===== Information shown =====
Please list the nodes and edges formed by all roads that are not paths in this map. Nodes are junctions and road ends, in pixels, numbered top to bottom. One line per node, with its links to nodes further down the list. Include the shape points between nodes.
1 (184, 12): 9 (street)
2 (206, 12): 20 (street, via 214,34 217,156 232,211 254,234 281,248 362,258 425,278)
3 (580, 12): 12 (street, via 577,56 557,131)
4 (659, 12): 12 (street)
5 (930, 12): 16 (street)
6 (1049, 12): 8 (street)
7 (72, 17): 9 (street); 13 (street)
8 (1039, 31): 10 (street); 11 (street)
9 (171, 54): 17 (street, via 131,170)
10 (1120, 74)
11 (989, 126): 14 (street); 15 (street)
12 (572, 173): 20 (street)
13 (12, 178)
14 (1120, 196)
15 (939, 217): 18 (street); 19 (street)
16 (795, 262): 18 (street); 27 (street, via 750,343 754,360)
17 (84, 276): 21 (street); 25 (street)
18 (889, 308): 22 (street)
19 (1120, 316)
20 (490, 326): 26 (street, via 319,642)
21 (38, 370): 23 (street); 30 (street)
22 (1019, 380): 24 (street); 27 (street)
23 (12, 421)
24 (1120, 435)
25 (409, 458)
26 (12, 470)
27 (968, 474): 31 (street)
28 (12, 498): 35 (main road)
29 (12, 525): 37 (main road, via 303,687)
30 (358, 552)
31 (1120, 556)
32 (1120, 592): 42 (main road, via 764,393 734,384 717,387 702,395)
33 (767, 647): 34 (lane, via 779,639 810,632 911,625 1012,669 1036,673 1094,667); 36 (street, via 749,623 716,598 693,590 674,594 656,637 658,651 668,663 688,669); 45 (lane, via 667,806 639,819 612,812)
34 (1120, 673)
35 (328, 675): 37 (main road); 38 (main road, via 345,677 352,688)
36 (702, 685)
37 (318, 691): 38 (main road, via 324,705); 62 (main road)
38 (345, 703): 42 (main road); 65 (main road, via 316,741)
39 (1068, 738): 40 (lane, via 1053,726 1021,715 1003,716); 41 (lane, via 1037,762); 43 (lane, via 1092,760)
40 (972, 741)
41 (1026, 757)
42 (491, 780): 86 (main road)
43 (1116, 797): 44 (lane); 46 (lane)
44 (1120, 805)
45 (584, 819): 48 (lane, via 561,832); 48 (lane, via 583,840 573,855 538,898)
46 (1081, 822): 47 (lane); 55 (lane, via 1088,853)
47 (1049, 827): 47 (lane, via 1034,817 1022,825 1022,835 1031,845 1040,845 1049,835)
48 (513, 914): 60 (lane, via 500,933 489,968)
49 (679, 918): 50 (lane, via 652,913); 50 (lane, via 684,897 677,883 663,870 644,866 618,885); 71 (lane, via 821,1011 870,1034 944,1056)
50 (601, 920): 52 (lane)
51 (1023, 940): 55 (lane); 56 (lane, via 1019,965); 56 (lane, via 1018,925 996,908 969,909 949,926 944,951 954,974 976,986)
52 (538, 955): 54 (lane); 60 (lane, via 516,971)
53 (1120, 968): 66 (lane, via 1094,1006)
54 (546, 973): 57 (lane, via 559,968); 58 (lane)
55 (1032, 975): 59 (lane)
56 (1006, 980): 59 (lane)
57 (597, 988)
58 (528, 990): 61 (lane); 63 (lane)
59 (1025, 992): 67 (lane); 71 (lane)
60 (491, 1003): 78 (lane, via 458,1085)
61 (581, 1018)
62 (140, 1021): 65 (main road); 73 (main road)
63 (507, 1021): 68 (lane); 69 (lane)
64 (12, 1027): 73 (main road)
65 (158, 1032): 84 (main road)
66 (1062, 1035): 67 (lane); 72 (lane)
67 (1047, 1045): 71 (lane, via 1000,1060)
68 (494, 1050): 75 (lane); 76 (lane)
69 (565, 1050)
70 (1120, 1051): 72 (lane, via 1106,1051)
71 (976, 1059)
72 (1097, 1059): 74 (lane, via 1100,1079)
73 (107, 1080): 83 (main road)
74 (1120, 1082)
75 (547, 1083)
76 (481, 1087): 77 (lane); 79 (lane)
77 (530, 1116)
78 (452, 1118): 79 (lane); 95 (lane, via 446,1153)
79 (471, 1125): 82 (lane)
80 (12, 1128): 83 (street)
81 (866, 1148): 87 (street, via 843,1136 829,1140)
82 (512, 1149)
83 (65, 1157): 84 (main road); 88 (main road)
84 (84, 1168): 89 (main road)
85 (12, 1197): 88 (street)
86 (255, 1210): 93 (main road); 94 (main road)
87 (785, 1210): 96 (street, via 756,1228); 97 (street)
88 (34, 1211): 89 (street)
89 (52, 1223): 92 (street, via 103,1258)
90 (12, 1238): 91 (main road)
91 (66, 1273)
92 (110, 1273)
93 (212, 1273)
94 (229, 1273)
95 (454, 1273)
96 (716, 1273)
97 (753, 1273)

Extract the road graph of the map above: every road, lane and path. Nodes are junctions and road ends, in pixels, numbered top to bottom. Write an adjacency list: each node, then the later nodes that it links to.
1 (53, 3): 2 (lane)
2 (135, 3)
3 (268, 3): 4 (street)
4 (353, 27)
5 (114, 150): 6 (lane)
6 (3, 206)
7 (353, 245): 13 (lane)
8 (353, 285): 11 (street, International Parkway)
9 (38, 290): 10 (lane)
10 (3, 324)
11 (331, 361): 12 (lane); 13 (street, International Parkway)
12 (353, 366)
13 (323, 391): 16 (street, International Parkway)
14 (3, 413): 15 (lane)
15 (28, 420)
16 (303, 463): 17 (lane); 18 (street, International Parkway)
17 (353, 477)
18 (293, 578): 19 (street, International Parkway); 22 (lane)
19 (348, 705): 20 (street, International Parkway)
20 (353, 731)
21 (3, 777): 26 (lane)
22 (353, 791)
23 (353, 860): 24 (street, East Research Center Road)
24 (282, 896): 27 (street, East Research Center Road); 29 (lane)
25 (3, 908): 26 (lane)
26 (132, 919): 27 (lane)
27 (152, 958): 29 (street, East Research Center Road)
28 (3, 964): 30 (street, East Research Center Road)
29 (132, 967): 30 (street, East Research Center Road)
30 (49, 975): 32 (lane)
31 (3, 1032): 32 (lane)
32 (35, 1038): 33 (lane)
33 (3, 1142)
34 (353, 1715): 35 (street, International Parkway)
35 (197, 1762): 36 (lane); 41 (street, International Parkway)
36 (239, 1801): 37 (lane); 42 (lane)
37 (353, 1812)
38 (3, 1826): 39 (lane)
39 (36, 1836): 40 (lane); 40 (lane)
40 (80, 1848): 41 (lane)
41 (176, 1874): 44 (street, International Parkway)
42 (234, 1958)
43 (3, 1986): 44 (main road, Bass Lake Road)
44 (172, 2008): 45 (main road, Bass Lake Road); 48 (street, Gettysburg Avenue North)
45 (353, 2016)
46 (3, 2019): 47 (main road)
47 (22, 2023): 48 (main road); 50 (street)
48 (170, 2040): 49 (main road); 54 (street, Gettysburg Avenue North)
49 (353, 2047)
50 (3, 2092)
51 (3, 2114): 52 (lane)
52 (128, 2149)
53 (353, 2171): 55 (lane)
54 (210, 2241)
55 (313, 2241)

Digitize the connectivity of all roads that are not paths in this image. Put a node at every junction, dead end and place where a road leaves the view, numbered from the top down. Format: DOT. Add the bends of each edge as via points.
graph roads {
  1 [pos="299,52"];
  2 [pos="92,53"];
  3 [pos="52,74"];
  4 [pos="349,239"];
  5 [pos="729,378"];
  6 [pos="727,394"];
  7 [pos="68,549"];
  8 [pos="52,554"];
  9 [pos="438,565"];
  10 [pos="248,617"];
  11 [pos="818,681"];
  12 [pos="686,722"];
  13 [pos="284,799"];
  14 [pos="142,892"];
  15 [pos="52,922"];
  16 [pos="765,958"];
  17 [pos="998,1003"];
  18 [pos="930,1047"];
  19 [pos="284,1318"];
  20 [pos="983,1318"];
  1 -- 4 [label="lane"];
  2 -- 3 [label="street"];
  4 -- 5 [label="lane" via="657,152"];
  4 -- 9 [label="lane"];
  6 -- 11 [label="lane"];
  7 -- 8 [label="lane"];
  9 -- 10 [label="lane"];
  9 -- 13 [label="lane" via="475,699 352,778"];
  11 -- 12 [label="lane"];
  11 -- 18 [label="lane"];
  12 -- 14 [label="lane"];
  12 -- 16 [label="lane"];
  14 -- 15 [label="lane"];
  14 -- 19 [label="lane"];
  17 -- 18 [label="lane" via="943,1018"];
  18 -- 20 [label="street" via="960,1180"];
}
=====
- **Activity**: Among the lines of the data above, find those with the word "junctions" and show them.

- **Solution**:
Please list the nodes and edges formed by all roads that are not paths in this map. Nodes are junctions and road ends, in pixels, numbered top to bottom. One line per node, with its links to nodes further down the list. Include the shape points between nodes.
Extract the road graph of the map above: every road, lane and path. Nodes are junctions and road ends, in pixels, numbered top to bottom. Write an adjacency list: each node, then the later nodes that it links to.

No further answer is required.